The hide-out was a good, if temporary, one. It was on a small knoll in a dense growth of brush; tunnels through the brush showed their dark openings here and there. Obviously the thicket was a network of underbrush passageways and trails. A small spring was nearby, and although the water was brackish, it was potable.
“What’s on the program, Tom?” Breck asked.
“We hunt cattle,” Kittery replied shortly. “We start at daybreak. We’ll make up a herd and strike out for Kansas.”
They looked at him, but nobody offered a comment. A few minutes later, Duvarney caught Breck studying Kittery with care. Obviously, Tap though
t grimly, he had altered their plans, and they didn’t like it.
Tired from the long riding, he rolled up in his blankets. The last he remembered was seeing the others huddled around the fire, drinking coffee and talking in low tones.
Well, he reflected, let them talk. Tomorrow they work cattle.
Chapter Four.
For three days they kept at it, daylight to dark, working the cattle out of the brush, branding them and bunching them at a clearing in the woods that consisted of several hundred acres of good grass, with a trickle of water running across one corner. A few of the cattle still wore the Kittery brand, but most were mavericks.
The work was hard, punishing, and hot, yet they made time. Tap Duvarney had never worked cattle before except on the few occasions when he had hazed a small herd into an Indian camp that was being fed by the government, or when it was cattle to be beefed for the army itself. However, he had watched a lot of cowhands work on the range, and had listened to them warning over campfires. As he could match none of these men with a rope, he devoted his time to finding the cattle and driving them from the brush or the grassy hollows. By the end of the fourth day they were holding four hundred head of mixed stuff, and their horses were played out.
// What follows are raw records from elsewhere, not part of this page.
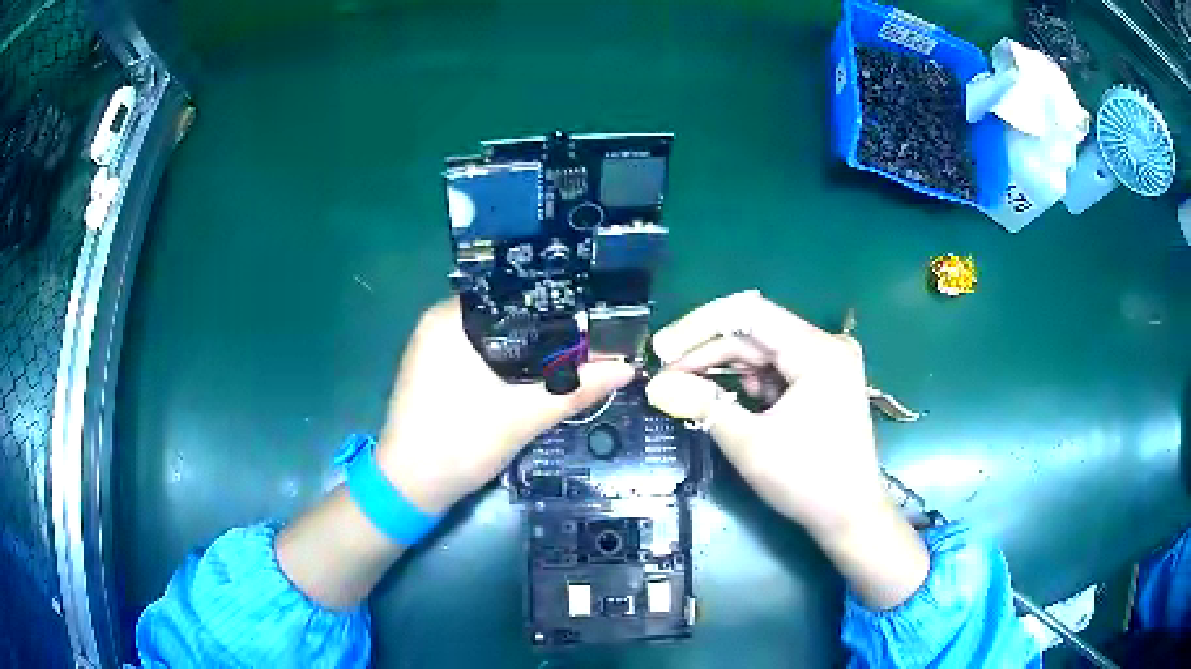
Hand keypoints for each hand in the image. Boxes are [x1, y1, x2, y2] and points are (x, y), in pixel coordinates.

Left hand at [377, 298, 634, 514]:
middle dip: (548, 330)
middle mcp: (437, 323)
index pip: (514, 294)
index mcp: (450, 319)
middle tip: (592, 338)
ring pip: (494, 337)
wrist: (410, 488)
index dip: (557, 305)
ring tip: (575, 353)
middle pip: (506, 316)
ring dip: (529, 349)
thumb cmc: (458, 444)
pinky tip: (536, 375)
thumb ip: (575, 390)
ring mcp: (432, 348)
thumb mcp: (523, 417)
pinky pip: (480, 354)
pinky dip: (507, 363)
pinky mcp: (435, 371)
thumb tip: (626, 368)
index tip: (594, 316)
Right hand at [647, 291, 927, 609]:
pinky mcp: (822, 381)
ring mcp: (826, 362)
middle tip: (664, 377)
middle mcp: (825, 345)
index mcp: (817, 351)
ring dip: (723, 369)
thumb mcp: (749, 443)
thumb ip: (701, 405)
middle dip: (706, 353)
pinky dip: (746, 383)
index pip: (748, 314)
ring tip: (686, 390)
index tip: (661, 351)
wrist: (849, 516)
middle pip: (753, 334)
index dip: (698, 327)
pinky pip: (775, 369)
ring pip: (761, 351)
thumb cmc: (806, 480)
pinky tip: (723, 400)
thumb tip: (654, 385)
Most of the cattle had been found within a few miles, but they were wild, some of them being old mossy-horns that had lived back in the brush for years. These made most of the trouble. At first it was not much more than a matter of riding around the cattle and slowly bunching them; but the older stock would have none of that.
Time and again some of the mossy-horns would break for the brush, and it was hard work, and hot work, rousting them out again.
There was no chuck wagon. Every rider carried a small bait of grub in a sack behind his saddle, and ate his noonday meal out on the range … if he had time.
On the evening of the fourth day, Kittery said, “We’ve got to ride for horses. We’ll need about forty head, and the nighest place is over to Coppinger’s.”
“Give you a chance to see Mady,” Johnny Lubec said, grinning. “Want I should go along to kind of cool you off after you leave there?”
“I wouldn’t trust you. Ever’ time we get near the C-Bar, you head for those Mex jackals down in the wash. I think you’ve got eyes for that little Cortinas girl.”